Nonostante siano trascorsi 19 anni dall’ultima vittoria, il Milan resta una delle squadre più titolate nella storia della competizione: cinque trofei, tanti quanti il Barcellona, e alle spalle solo del Real Madrid, salito a quota sei dopo il successo sull’Atalanta nel 2024. Seguono Liverpool con quattro affermazioni e Atlético Madrid con tre.
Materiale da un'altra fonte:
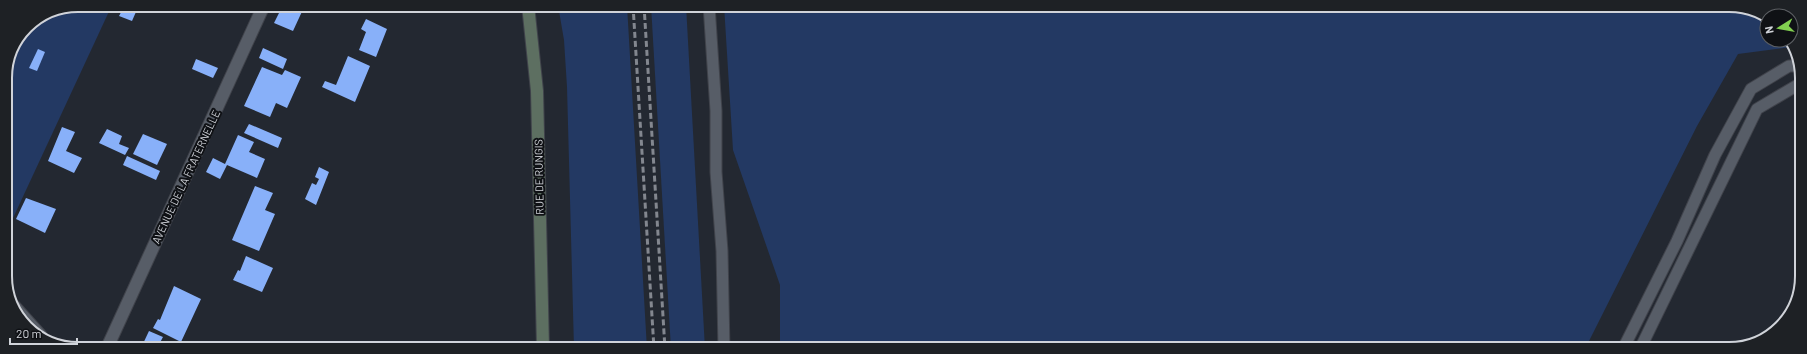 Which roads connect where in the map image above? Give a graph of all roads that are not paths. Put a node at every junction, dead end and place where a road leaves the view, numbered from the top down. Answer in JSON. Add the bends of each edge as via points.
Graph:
{"nodes":[{"id":1,"x":261,"y":12,"type":"edge"},
{"id":2,"x":529,"y":12,"type":"edge"},
{"id":3,"x":709,"y":12,"type":"edge"},
{"id":4,"x":1794,"y":66,"type":"edge"},
{"id":5,"x":1795,"y":87,"type":"edge"},
{"id":6,"x":110,"y":342,"type":"edge"},
{"id":7,"x":543,"y":342,"type":"edge"},
{"id":8,"x":724,"y":342,"type":"edge"},
{"id":9,"x":1627,"y":342,"type":"edge"},
{"id":10,"x":1643,"y":342,"type":"edge"}],
"edges":[{"from":1,"to":6,"type":"street","name":"AVENUE DE LA FRATERNELLE"},
{"from":2,"to":7,"type":"main road","name":"RUE DE RUNGIS","via":[[537,91]]},
{"from":3,"to":8,"type":"lane","via":[[716,111],[716,172],[722,252]]},
{"from":4,"to":9,"type":"lane","via":[[1788,66],[1751,89],[1715,155],[1678,241]]},
{"from":5,"to":10,"type":"lane","via":[[1756,109]]}]} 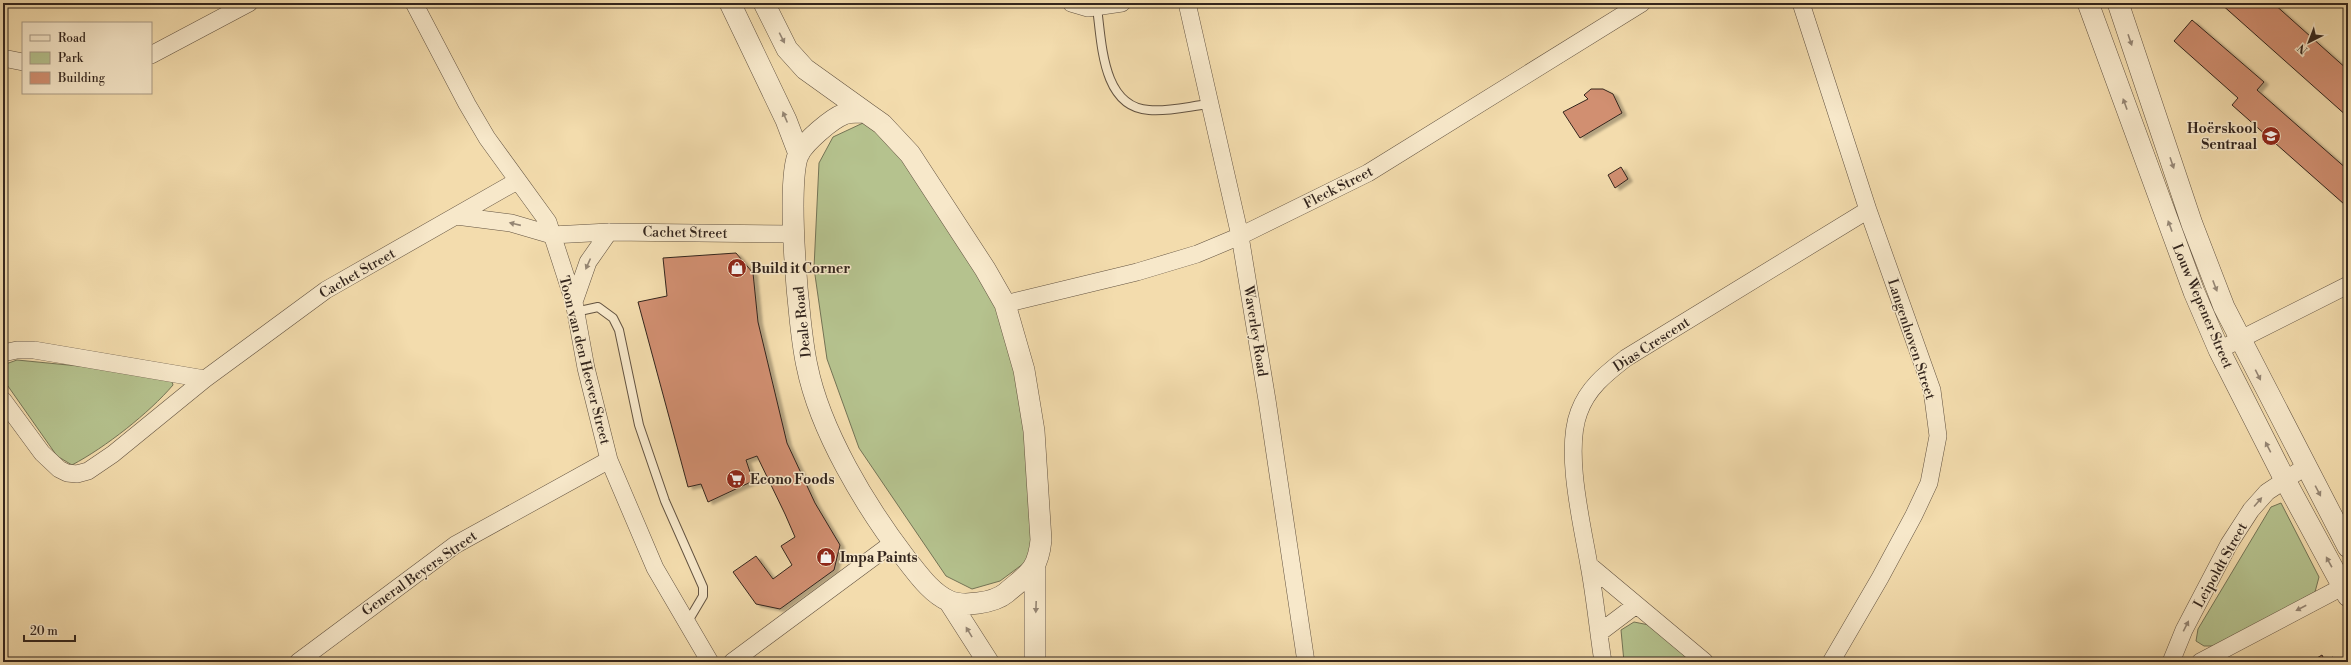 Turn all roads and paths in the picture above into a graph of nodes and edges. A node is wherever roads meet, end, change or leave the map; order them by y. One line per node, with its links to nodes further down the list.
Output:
1 (249, 3): 13 (street)
2 (414, 3): 17 (street, Toon van den Heever Street)
3 (730, 3): 16 (street, one-way to 3)
4 (764, 3): 15 (street, one-way to 15)
5 (1071, 3): 12 (street)
6 (1122, 3): 12 (street)
7 (1187, 3): 14 (street, Waverley Road)
8 (1642, 3): 23 (street, Fleck Street)
9 (1800, 3): 18 (street, Langenhoven Street)
10 (2088, 3): 28 (street, Louw Wepener Street, one-way to 10)
11 (2118, 3): 27 (street, Louw Wepener Street, one-way to 27)
12 (1097, 8): 14 (lane)
13 (152, 54)
14 (1210, 104): 23 (street, Waverley Road)
15 (865, 112): 16 (street, Deale Road); 25 (street)
16 (799, 154): 21 (street, Deale Road)
17 (517, 180): 19 (street, Cachet Street); 22 (street, Toon van den Heever Street)
18 (1868, 210): 37 (street, Dias Crescent); 52 (street, Langenhoven Street)
19 (456, 216): 22 (street, Cachet Street, one-way to 19); 30 (street, Cachet Street)
20 (609, 232): 21 (street, Cachet Street); 22 (street, Cachet Street); 26 (street, one-way to 26)
21 (793, 234): 35 (street, Deale Road)
22 (552, 235): 26 (street, Toon van den Heever Street)
23 (1240, 236): 25 (street, Fleck Street); 49 (street, Waverley Road)
24 (2348, 285): 27 (street)
25 (1005, 304): 38 (street)
26 (574, 307): 32 (street, Toon van den Heever Street); 42 (lane)
27 (2241, 341): 28 (street); 33 (street, Louw Wepener Street, one-way to 33)
28 (2218, 350): 34 (street, Louw Wepener Street, one-way to 28)
29 (3, 353): 30 (street)
30 (205, 379): 31 (street, Cachet Street)
31 (3, 400)
32 (609, 460): 42 (street, Toon van den Heever Street); 44 (street, General Beyers Street)
33 (2305, 467): 34 (street, Leipoldt Street); 36 (street, Louw Wepener Street, one-way to 36)
34 (2285, 480): 39 (street, Louw Wepener Street, one-way to 34); 53 (street, Leipoldt Street, one-way to 34)
35 (894, 542): 40 (street, Deale Road); 46 (street)
36 (2348, 548)
37 (1589, 565): 41 (street); 43 (street, Dias Crescent)
38 (1035, 568): 40 (street); 48 (street, one-way to 48)
39 (2346, 589): 54 (street, one-way to 54)
40 (949, 602): 47 (street, one-way to 40)
41 (1636, 605): 43 (street); 51 (street)
42 (686, 624): 45 (street, Toon van den Heever Street)
43 (1599, 633): 50 (street, Dias Crescent)
44 (298, 662)
45 (710, 662)
46 (732, 662)
47 (988, 662)
48 (1035, 662)
49 (1306, 662)
50 (1603, 662)
51 (1705, 662)
52 (1831, 662)
53 (2171, 662)
54 (2200, 662)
La Juventus, con due titoli, è l’altra italiana capace di vincere la competizione più di una volta — un’ulteriore testimonianza del peso avuto dai club italiani nel calcio europeo tra gli anni Ottanta e i primi Duemila.

Supercoppa UEFA 2026: PSG-Aston Villa e un altro anno senza italiane

La finale di Salisburgo, la prima ospitata dallo Stadion Salzburg in una competizione UEFA per club, allungherà inevitabilmente il digiuno azzurro. Il PSG, campione d’Europa e detentore del trofeo, punta al bis dopo il successo ai rigori sul Tottenham nel 2025; l’Aston Villa, dal canto suo, insegue solo il secondo titolo della propria storia dopo quello ottenuto nel lontano 1982 contro il Barcellona.

Per l’Italia, invece, l’orologio continua a girare: nove vittorie complessive, quattro club diversi nell’albo d’oro, ma nessun successo dalla Supercoppa Uefa 2007. L’ultima immagine resta quella del Milan di Ancelotti — Kaká, Pirlo, Maldini, Inzaghi — che solleva la coppa in una notte di Monaco segnata dal lutto e, senza che nessuno potesse immaginarlo, destinata a restare l’ultima gioia europea del calcio italiano per quasi vent’anni.